Pengamat komunikasi politik Universitas Padjadjaran (Unpad) Kunto Adi Wibowo menyoroti subjektivitas Jokowi dalam pengambilan keputusan tersebut. Dia menilai bahwa anugerah kehormatan militer merupakan urusan publik dan negara.
“Pasti ada hal-hal yang lebih penting daripada sekadar administrasi. Soal jasa, soal dedikasi, akhirnya itu juga lebih banyak subjektifnya daripada objektif,” katanya saat dihubungi Bisnis, Rabu (28/2/2024).
Kunto berpendapat, penganugerahan ini mestinya juga memperhitungkan aspek rekam jejak dari Prabowo, baik positif maupun negatif.
Terkait hal ini, dia menilai bahwa Prabowo belum bisa sepenuhnya lepas dari beragam isu pelanggaran hak asasi manusia, seperti penculikan aktivis pro-demokrasi pada masa senja Orde Baru.
Selain itu, pemberhentian Prabowo dari Angkatan Bersenjata Republik Indonesia (ABRI) oleh Presiden B.J. Habibie pada saat itu juga dinilai Kunto patut menjadi catatan apabila dibandingkan dengan penerima anugerah serupa sebelumnya.
Baca Juga
“Itu pasti akan jadi poin minus, agak susah dibandingkan dengan Pak Luhut yang waktu zaman SBY dapat jenderal kehormatan. Track record-nya enggak ada nilai pengurang yang besar. Pak Hendropriyono misalnya, juga gitu,” jelasnya.
Kunto lantas menyimpulkan, persoalan ini akan terus menjadi hal yang membebani titel jenderal kehormatan Prabowo selama tidak dibersihkan melalui pengadilan atau jalur hukum lain yang absah.
Diberitakan sebelumnya, Presiden Jokowi resmi menganugerahi calon presiden nomor urut 2 Prabowo Subianto kenaikan pangkat istimewa berupa Jenderal TNI kehormatan pada Rabu (28/2/2024).
“Saya ingin menyampaikan penganugerahan kenaikan pangkat secara istimewa berupa Jenderal TNI Kehormatan kepada Bapak Prabowo Subianto. Penganugerahan ini adalah bentuk penghargaan sekaligus peneguhan untuk berbakti sepenuhnya kepada rakyat kepada bangsa dan kepada negara,” kata Jokowi dalam pidatonya, Rabu (28/2/2024).
Jokowi menyebut bahwa pemberian anugerah itu berdasarkan usulan Panglima TNI dan telah melalui verifikasi dari Dewan Gelar, Tanda Jasa, dan Tanda Kehormatan sebagaimana Undang-undang (UU) No. 20/2009.

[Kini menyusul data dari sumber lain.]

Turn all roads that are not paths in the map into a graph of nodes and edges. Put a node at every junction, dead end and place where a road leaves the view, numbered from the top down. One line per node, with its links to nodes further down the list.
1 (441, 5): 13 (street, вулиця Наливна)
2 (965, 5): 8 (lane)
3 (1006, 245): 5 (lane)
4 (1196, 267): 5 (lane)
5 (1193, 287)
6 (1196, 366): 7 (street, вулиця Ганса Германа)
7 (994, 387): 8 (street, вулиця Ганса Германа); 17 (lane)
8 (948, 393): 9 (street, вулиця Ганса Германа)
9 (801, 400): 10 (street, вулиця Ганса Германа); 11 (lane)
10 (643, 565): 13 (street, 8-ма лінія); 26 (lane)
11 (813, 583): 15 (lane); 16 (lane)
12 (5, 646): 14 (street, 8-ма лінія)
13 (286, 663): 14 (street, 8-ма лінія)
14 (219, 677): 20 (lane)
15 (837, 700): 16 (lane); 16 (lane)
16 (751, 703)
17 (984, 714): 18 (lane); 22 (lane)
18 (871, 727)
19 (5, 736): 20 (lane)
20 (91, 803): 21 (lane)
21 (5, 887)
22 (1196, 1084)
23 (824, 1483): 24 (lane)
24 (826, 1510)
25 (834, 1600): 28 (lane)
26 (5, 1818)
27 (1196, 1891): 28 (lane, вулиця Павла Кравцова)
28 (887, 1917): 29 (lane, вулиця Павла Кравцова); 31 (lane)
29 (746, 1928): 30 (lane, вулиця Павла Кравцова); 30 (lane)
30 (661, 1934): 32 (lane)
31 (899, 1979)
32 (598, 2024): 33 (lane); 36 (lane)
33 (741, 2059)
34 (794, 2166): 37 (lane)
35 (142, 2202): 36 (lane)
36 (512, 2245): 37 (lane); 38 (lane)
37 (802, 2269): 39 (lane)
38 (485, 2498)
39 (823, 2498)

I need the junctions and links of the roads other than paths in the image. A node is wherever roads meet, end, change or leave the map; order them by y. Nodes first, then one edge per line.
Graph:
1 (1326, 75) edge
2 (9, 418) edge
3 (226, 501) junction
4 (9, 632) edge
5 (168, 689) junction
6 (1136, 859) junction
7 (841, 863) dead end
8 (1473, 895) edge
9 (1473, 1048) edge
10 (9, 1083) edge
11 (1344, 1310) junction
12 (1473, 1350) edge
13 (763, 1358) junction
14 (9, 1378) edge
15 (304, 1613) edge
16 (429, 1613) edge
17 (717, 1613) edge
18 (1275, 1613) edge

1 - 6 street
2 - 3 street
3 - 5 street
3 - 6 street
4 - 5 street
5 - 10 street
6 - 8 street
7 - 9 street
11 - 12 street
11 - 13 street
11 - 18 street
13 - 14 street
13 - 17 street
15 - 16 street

Orang nomor satu di Indonesia ini membantah bahwa keputusannya memberi Prabowo Subianto gelar jenderal TNI kehormatan merupakan bentuk transaksi politik.
"Ya kalau transaksi politik kita berikan saja sebelum Pemilu. Ini kan setelah Pemilu, supaya tidak ada anggapan-anggapan seperti itu,” katanya kepada wartawan di Mabes TNI Cilangkap, Rabu (28/2/2024).